Fig. 6: Cdk5 phosphorylates SIRT2 and thereby mediates the nuclear translocation of SIRT2.

a Liquid chromatography-mass spectrometry after a kinase assay in vitro demonstrated that the Ser331 and b Ser335 sites of SIRT2 were phosphorylated by Cdk5. c Phosphorylation levels of SIRT2 were detected in forebrain cortical tissue obtained from forebrain neuron-specific Cdk5 knockout mice and WT mice. Phosphorylation of SIRT2 was detected in primary culture neurons using immunoprecipation and western blotting with anti-phosS/TP and anti-SIRT2 antibodies. d SDS-PAGE used for the Cdk5/p35 kinase assay in vitro. Purified GST-SIRT2 WT, S331A, S335A, and S331AS335A (AA) fusion proteins were mixed with active Cdk5/p35 and ATP, and the reaction mixture was analyzed using western blotting with anti-phosS/TP and anti-GST antibodies. e HEK293 cells were transiently transfected with Flag-SIRT2 WT or Flag-SIRT2 mutation DD (double mutations at S331D and S335D) plasmids for 24 h, and subsequently, the cytoplasmic and nuclear distribution of SIRT2 (green) was detected using immunofluorescence staining.

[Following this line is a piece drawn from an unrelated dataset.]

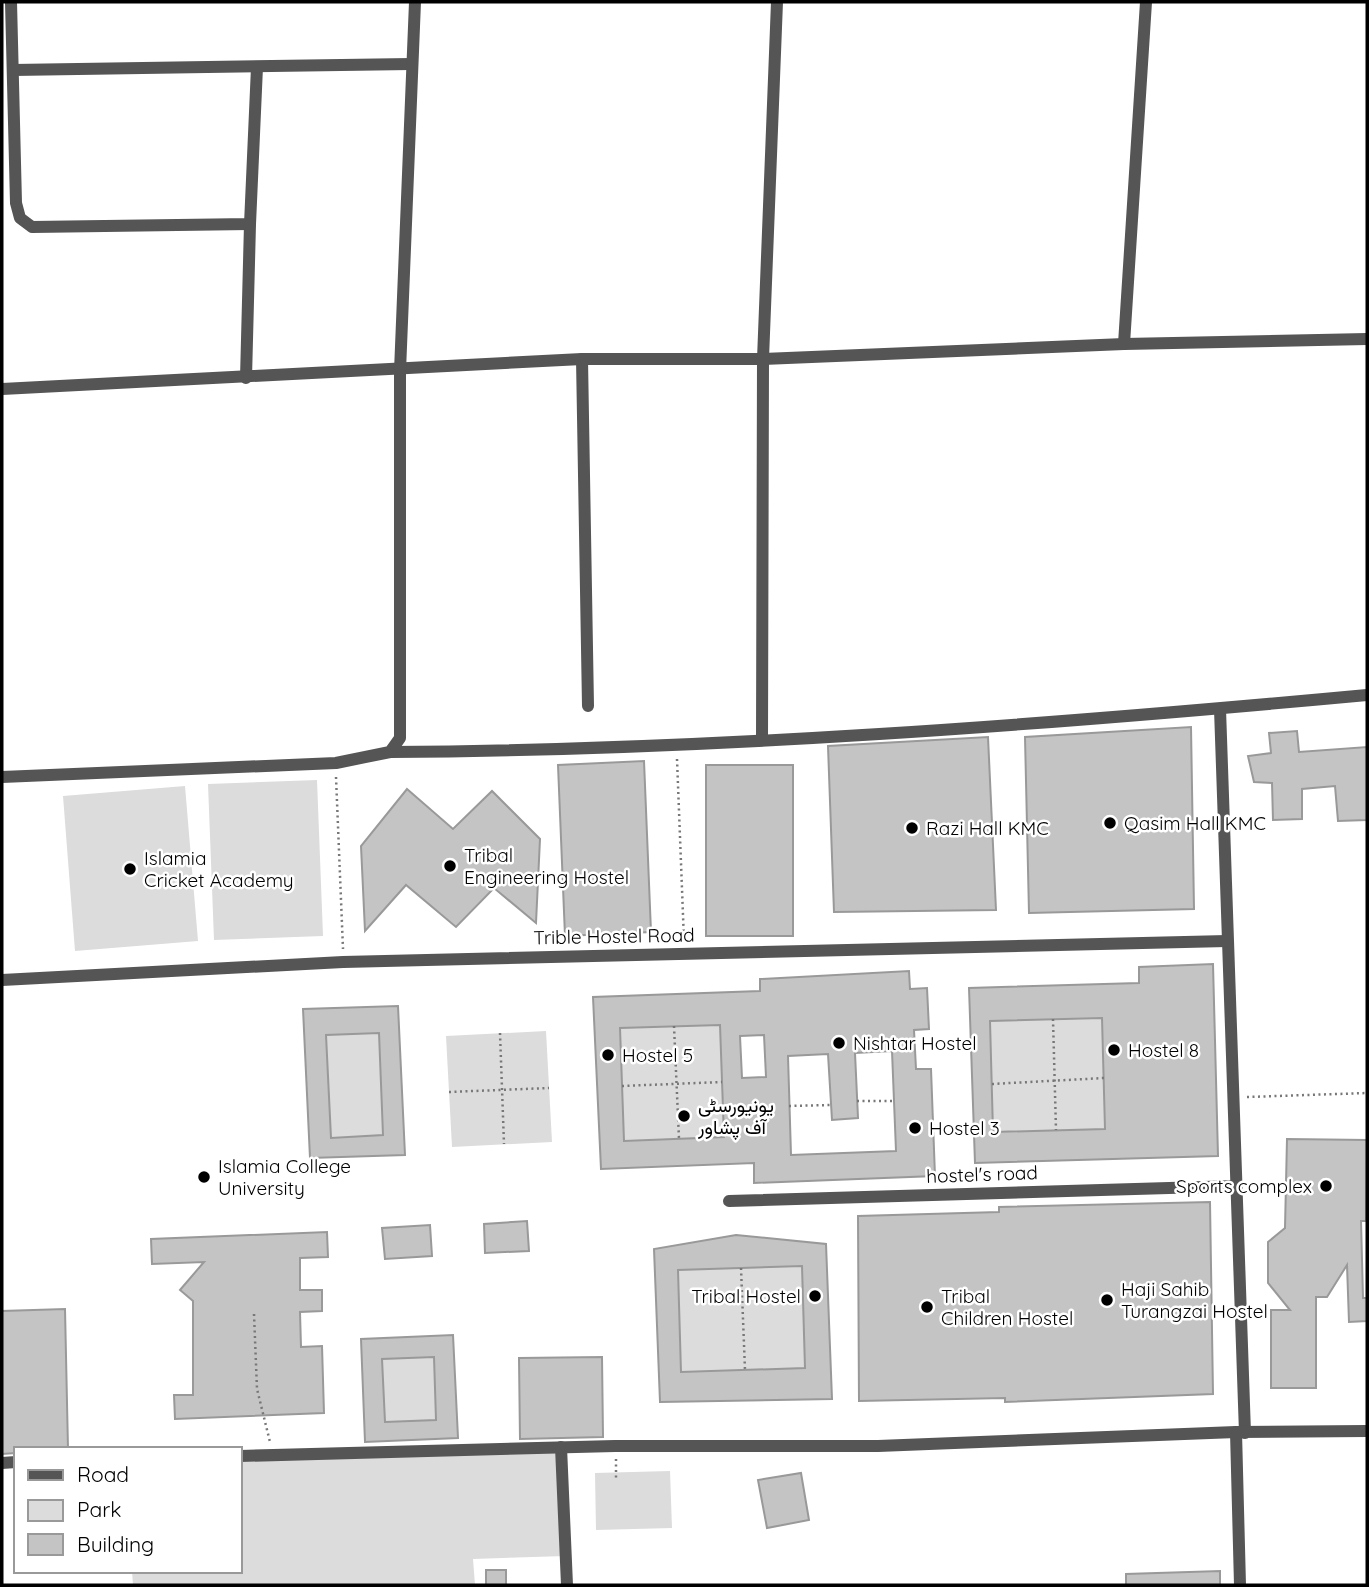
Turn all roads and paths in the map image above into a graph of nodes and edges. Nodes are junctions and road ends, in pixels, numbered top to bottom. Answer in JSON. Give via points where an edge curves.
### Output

The scale bar represents 10 μm. f Immunoblotting assays for SIRT2 was performed using an anti-Flag antibody in HEK293 cells transfected with Flag-SIRT2 WT or Flag-SIRT2-DD. g Quantification of SIRT2 protein levels shown in f (n = 3). All data are presented as the means ± SD. Statistical analyses were conducted using two-way ANOVA followed by Tukey’s post hoc test in g. *P < 0.05, ***P < 0.001.